Can't get bike over 23MPH

The small gear on the clutch side has the engine seal behind it.

Use an open propane torch to check, if the idle picks up, you have found the leak.
 
The small gear on the clutch side has the engine seal behind it.

Use an open propane torch to check, if the idle picks up, you have found the leak.
I don't need to tell you this but for @Emcee 's sake there are two main engine seals, one behind the small gear on the clutch side and one behind the magneto. Clearly the magneto side seal is leaking.

@Emcee check both.

Open propane torch is another good way (unlit propane torch) to check seals (y)
 
Wow, I wish I had known that...lol...I just bought a bag of 60 of those suckers for future...lol...but they only cost me 11 bucks so not such a big deal...lol.

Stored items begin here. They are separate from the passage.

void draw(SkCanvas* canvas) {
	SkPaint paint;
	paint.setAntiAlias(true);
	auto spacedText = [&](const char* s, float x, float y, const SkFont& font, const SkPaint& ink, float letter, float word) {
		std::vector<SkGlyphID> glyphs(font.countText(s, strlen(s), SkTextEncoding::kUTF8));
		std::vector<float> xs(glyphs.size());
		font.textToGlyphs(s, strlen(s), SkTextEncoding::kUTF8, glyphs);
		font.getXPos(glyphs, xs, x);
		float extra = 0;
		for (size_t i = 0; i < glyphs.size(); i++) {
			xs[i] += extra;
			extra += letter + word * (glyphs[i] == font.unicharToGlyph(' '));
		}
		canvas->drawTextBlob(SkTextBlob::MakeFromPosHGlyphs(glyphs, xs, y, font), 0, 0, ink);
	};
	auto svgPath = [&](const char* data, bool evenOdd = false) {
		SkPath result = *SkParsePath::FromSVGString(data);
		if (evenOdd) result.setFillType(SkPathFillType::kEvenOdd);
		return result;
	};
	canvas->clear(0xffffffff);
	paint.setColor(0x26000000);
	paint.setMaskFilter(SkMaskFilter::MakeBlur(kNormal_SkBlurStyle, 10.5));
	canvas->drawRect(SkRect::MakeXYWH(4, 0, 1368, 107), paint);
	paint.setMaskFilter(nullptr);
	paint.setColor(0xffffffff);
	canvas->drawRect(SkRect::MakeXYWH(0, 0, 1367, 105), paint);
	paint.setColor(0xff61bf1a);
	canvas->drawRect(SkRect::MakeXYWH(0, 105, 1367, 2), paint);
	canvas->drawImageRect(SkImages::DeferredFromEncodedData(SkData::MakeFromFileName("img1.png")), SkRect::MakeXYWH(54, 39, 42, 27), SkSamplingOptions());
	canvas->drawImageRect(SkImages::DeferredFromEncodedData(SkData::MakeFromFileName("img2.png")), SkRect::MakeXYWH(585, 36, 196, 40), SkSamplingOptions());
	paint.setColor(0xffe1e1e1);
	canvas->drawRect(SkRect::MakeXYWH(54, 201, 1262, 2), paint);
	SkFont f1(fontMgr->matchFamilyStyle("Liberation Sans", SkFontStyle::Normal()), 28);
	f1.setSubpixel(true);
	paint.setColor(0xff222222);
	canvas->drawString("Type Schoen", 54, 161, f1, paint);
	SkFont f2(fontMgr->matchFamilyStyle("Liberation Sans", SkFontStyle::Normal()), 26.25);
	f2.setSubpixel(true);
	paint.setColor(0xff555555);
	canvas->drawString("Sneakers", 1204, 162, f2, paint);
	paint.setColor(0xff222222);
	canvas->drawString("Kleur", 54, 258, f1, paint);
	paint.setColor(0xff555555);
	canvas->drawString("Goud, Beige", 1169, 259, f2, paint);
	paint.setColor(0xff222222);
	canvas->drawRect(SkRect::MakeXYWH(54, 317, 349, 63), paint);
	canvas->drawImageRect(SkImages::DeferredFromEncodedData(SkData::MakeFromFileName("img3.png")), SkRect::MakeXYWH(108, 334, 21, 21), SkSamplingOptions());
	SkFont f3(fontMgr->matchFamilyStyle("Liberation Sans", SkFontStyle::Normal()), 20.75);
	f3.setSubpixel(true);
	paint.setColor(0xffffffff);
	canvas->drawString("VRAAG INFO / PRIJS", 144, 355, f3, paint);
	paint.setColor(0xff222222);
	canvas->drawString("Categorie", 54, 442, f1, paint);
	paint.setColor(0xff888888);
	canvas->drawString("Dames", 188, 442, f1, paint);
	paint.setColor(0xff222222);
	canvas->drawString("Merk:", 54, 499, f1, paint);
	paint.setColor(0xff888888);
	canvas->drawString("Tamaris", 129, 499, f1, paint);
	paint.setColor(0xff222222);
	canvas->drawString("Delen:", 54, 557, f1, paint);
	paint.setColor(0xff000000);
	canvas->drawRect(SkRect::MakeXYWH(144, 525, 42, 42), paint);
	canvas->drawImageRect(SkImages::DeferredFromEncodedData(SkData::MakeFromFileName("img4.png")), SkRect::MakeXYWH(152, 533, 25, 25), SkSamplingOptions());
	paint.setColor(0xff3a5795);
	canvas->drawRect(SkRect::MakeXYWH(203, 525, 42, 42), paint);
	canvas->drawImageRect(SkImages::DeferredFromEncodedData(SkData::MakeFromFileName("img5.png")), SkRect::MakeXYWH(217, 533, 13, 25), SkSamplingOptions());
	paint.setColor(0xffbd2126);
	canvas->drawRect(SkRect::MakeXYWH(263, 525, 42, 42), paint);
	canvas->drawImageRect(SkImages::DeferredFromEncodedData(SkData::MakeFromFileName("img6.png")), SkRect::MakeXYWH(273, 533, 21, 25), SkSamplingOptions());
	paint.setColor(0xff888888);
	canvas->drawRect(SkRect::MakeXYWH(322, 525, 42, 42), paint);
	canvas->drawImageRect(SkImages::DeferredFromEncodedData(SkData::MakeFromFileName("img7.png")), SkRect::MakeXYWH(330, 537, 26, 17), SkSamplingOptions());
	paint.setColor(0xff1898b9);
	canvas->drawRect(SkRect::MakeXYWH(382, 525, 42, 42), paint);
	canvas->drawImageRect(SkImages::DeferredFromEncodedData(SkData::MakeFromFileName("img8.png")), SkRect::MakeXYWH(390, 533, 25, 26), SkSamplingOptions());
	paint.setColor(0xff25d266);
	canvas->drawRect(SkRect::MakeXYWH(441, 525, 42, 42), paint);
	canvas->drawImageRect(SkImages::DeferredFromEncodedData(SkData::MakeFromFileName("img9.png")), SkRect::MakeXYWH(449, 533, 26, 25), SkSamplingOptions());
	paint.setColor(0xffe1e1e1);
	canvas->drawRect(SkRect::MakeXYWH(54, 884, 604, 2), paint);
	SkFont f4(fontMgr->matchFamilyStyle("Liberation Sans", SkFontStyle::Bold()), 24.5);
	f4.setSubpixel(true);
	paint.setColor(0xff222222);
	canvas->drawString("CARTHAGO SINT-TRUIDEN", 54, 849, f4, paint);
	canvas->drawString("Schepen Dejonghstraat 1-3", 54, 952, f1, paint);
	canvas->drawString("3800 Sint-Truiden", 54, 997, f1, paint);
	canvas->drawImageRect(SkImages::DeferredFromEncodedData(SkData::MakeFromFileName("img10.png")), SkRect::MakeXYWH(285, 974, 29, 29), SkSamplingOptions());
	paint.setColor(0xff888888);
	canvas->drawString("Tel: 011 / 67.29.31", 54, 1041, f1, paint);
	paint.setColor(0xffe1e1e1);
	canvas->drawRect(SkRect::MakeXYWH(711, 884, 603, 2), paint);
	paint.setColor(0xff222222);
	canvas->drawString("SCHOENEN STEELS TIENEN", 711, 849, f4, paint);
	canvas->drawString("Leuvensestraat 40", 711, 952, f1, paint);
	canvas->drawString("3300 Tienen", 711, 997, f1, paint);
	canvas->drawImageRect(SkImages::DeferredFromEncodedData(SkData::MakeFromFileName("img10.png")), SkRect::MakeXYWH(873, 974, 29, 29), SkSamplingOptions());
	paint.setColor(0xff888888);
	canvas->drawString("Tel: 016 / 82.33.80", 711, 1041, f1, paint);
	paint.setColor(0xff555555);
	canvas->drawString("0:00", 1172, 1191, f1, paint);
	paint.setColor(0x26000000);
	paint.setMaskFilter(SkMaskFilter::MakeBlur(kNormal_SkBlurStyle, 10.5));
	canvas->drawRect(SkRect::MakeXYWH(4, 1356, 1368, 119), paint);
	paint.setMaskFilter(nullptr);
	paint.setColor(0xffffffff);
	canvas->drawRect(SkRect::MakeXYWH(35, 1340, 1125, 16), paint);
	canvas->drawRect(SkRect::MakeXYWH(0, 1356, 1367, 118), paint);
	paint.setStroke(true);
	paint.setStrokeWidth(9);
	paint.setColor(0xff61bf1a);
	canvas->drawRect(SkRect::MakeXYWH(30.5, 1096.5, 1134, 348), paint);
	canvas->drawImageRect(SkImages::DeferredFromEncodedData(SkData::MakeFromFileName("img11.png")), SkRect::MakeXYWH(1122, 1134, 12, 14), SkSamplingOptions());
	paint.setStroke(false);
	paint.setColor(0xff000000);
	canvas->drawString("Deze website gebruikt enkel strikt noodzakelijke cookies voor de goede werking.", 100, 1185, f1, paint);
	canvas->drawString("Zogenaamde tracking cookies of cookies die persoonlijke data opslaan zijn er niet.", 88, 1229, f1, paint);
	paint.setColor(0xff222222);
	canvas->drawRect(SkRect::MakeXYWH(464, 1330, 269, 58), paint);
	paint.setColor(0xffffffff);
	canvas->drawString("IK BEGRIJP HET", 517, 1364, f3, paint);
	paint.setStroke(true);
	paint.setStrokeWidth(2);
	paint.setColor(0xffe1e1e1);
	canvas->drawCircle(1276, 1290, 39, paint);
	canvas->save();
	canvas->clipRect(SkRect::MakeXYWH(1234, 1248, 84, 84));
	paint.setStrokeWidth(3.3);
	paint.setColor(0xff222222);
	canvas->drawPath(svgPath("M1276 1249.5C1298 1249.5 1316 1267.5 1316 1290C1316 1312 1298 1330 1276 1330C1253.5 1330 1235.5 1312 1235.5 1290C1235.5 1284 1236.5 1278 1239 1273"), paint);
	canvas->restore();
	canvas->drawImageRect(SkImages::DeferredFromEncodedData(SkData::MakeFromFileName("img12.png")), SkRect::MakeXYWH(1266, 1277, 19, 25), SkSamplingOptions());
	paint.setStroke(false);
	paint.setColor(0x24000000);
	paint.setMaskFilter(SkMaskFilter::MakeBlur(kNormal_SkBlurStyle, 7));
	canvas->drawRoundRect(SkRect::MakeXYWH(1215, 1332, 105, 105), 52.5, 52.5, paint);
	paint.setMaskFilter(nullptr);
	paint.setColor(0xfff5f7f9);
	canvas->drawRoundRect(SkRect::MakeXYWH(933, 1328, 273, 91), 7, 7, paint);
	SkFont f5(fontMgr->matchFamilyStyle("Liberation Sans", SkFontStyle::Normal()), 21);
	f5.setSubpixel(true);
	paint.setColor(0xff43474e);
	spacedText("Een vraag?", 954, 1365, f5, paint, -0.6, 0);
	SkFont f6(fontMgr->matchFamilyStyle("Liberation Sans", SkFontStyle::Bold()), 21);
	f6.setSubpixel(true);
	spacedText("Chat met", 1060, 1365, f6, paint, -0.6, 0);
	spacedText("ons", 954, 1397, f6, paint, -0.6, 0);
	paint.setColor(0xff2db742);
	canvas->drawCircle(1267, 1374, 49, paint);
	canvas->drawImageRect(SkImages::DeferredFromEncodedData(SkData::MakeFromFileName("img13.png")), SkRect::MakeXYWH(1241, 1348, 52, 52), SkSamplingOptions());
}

Those red clay like pads the Phantom85 comes with suck by the way...even with clutch adjusted properly, they still were burning up on me so I just replaced them and guess what, the new black and white ones that I have always had in the past on other motors, They are no longer "smokin"...lol.

They grip better too...lol.
Have you seen these green ones? I have been using them for the last few months since I seen them and they grip like mad and are seemingly lasting longer. They also fit absolutely perfectly. No trimming or hammering them into the basket.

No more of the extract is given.